§ **What you are asked to do**:
Show all lines from the listing below that contain "lane".

§ **Given information**:
····················
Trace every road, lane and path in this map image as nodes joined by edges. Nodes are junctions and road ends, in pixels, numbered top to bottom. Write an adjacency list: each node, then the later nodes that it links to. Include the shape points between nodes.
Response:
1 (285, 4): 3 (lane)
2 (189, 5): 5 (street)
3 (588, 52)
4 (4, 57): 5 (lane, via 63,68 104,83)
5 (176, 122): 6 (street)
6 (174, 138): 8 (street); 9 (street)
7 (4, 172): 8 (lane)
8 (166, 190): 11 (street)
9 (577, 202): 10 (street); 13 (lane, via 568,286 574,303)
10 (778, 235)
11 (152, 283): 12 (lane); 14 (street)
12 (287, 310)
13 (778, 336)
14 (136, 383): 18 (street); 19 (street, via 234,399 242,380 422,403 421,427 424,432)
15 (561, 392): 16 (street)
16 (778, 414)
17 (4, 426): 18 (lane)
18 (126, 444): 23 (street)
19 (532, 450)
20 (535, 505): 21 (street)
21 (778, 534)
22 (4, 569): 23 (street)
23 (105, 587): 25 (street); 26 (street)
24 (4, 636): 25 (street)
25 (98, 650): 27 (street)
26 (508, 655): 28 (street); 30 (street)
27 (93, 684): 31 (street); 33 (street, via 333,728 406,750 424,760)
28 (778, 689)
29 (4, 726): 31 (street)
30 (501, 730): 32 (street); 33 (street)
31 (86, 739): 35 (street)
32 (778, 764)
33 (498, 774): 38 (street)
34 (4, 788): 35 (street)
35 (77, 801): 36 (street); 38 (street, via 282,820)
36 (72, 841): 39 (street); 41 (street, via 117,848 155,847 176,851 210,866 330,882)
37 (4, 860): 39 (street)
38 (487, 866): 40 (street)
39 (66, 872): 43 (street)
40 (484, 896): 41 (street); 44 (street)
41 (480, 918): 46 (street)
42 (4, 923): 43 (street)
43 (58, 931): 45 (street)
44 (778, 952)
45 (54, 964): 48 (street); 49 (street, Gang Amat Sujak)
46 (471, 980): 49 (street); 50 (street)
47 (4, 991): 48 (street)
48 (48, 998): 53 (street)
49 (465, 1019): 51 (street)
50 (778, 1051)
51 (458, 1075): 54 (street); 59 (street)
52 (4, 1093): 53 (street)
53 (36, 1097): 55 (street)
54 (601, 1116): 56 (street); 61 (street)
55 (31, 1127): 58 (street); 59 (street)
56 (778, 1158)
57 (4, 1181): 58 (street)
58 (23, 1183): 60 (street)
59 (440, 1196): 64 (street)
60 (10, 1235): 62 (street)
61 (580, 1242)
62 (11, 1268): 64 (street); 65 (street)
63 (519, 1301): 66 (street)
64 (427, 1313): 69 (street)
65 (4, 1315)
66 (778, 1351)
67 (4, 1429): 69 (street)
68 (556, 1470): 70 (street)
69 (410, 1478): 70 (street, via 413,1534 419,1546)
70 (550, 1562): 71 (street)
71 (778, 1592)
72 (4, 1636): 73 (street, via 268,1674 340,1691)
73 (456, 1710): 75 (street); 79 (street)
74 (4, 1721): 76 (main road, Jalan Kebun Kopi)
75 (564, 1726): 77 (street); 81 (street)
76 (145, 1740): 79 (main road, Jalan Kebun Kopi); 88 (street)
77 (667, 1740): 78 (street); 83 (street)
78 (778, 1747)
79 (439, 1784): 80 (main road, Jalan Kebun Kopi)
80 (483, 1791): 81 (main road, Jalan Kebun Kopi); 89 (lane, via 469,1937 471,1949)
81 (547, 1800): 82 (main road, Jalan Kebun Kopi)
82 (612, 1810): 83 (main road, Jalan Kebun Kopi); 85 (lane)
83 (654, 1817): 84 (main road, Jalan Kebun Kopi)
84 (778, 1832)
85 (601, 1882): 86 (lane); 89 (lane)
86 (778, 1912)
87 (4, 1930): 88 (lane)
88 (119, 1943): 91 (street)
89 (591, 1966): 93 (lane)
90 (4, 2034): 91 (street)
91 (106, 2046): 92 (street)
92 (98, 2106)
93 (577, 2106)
····················
§ **Exercise output**:
Trace every road, lane and path in this map image as nodes joined by edges. Nodes are junctions and road ends, in pixels, numbered top to bottom. Write an adjacency list: each node, then the later nodes that it links to. Include the shape points between nodes.
1 (285, 4): 3 (lane)
4 (4, 57): 5 (lane, via 63,68 104,83)
7 (4, 172): 8 (lane)
9 (577, 202): 10 (street); 13 (lane, via 568,286 574,303)
11 (152, 283): 12 (lane); 14 (street)
17 (4, 426): 18 (lane)
80 (483, 1791): 81 (main road, Jalan Kebun Kopi); 89 (lane, via 469,1937 471,1949)
82 (612, 1810): 83 (main road, Jalan Kebun Kopi); 85 (lane)
85 (601, 1882): 86 (lane); 89 (lane)
87 (4, 1930): 88 (lane)
89 (591, 1966): 93 (lane)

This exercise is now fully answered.